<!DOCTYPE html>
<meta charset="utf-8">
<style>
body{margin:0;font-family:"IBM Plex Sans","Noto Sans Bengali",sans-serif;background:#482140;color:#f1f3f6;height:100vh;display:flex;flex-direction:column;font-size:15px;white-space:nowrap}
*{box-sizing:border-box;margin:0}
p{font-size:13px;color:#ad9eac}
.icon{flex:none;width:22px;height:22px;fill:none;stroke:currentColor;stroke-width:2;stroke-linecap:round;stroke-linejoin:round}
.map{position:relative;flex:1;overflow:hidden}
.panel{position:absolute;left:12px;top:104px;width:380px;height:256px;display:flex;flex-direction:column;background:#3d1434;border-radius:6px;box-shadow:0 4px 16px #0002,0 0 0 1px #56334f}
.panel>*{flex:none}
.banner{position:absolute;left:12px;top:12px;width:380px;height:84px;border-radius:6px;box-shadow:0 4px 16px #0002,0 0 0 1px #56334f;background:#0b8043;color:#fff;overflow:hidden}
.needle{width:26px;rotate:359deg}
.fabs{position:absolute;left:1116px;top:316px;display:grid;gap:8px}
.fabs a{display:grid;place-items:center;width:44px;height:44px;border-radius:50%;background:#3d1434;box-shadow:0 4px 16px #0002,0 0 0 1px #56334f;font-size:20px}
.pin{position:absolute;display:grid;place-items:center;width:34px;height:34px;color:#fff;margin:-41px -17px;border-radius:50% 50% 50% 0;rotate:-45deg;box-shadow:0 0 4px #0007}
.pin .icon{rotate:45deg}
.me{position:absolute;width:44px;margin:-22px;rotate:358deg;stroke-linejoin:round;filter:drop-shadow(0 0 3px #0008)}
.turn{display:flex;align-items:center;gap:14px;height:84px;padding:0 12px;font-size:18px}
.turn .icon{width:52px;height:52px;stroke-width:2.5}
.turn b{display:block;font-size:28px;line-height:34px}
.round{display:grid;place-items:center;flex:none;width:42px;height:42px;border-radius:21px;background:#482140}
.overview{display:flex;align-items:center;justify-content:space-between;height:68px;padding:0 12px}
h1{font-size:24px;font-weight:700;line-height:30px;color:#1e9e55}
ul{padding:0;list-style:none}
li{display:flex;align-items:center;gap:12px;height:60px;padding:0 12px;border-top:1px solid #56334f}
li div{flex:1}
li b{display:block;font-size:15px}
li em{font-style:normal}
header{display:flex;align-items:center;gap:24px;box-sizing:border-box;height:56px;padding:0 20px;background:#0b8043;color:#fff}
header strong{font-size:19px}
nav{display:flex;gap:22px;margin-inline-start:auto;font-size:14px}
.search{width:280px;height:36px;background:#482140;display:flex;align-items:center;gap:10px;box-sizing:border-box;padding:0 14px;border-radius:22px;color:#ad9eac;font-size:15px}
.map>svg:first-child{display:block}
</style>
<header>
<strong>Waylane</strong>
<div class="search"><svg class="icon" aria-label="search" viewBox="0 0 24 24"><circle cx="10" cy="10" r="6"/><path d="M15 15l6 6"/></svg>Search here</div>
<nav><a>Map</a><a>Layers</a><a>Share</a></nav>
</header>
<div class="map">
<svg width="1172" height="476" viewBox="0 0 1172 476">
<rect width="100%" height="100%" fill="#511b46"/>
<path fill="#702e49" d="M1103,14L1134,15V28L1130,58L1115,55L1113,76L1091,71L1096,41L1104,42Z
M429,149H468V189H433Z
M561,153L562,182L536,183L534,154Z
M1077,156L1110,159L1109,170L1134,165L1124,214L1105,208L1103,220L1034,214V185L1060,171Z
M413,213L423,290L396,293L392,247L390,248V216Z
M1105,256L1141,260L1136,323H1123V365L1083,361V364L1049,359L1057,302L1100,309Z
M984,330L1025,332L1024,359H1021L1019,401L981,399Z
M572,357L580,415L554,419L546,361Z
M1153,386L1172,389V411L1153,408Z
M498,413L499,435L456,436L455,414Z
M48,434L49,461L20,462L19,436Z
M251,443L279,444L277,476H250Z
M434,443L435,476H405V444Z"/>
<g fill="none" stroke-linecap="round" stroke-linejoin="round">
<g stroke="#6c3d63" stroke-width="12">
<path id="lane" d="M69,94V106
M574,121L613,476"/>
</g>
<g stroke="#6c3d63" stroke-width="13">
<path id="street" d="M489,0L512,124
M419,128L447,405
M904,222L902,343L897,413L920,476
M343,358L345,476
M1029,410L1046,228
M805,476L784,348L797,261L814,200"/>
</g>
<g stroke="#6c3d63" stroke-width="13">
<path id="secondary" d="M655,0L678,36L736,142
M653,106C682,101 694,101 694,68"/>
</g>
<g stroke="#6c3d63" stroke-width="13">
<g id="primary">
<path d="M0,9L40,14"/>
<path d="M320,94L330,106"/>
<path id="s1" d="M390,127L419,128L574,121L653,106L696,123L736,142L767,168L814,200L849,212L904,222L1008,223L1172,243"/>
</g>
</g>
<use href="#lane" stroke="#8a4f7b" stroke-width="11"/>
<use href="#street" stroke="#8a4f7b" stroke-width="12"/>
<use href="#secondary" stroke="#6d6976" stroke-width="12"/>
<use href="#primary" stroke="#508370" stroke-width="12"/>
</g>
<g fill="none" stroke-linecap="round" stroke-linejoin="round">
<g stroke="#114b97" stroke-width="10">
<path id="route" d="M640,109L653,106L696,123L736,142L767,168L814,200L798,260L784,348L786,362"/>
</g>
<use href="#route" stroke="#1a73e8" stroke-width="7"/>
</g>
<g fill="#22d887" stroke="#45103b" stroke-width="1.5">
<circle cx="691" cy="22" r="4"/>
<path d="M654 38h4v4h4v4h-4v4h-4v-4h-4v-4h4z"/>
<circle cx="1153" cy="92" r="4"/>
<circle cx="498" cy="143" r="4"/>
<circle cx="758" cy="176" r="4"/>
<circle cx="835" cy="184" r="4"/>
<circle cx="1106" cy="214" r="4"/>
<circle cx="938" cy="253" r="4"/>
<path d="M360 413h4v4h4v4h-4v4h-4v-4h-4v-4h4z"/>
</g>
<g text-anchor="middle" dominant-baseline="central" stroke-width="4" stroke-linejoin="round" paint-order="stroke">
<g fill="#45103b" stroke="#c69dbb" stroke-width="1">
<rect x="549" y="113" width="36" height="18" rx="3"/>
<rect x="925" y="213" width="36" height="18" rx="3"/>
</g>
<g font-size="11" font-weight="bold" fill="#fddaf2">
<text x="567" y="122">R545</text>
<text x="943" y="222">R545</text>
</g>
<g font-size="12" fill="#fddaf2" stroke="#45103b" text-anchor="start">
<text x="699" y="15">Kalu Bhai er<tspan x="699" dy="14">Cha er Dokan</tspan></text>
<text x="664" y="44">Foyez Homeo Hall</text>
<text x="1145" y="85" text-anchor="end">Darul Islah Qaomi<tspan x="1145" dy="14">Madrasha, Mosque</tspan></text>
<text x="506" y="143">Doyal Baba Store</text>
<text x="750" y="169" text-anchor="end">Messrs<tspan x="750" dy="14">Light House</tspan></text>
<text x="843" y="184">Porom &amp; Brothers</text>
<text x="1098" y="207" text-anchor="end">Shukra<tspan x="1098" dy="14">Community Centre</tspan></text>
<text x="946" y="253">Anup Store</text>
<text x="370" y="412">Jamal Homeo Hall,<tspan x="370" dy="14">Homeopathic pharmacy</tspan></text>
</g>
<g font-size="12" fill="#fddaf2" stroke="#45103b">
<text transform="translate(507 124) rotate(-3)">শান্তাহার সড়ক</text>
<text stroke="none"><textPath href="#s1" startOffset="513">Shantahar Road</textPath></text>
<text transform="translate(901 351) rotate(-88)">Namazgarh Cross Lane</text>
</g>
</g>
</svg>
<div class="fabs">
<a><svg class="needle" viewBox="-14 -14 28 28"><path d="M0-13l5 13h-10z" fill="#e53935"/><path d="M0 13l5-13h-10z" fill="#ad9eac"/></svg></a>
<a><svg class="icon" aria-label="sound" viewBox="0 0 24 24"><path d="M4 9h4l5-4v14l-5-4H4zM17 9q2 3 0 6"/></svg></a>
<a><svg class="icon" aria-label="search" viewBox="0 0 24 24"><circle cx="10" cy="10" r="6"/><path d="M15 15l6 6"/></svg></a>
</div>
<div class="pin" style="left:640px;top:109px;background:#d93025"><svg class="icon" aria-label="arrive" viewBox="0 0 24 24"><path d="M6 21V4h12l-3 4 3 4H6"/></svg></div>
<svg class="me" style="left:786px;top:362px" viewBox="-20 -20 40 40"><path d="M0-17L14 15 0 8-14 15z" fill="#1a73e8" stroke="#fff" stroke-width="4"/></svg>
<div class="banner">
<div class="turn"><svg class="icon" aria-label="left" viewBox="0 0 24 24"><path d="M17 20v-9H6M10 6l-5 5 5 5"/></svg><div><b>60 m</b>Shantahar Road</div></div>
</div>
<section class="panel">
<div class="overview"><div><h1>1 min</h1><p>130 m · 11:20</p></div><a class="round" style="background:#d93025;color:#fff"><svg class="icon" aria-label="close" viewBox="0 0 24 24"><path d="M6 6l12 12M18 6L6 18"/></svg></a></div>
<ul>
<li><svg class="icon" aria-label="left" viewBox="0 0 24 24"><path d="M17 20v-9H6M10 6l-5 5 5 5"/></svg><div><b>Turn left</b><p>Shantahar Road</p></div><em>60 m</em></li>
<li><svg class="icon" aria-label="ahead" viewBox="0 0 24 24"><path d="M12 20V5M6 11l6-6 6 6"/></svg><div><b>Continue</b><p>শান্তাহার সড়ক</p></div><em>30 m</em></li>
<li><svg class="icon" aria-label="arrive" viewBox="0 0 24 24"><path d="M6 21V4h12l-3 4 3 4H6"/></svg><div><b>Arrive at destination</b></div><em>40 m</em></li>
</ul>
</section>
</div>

▸ **What the task asks**:
Take every line in the preceding listing that contains "fabs" and copy it.

▸ **Output for this task**:
.fabs{position:absolute;left:1116px;top:316px;display:grid;gap:8px}
.fabs a{display:grid;place-items:center;width:44px;height:44px;border-radius:50%;background:#3d1434;box-shadow:0 4px 16px #0002,0 0 0 1px #56334f;font-size:20px}
<div class="fabs">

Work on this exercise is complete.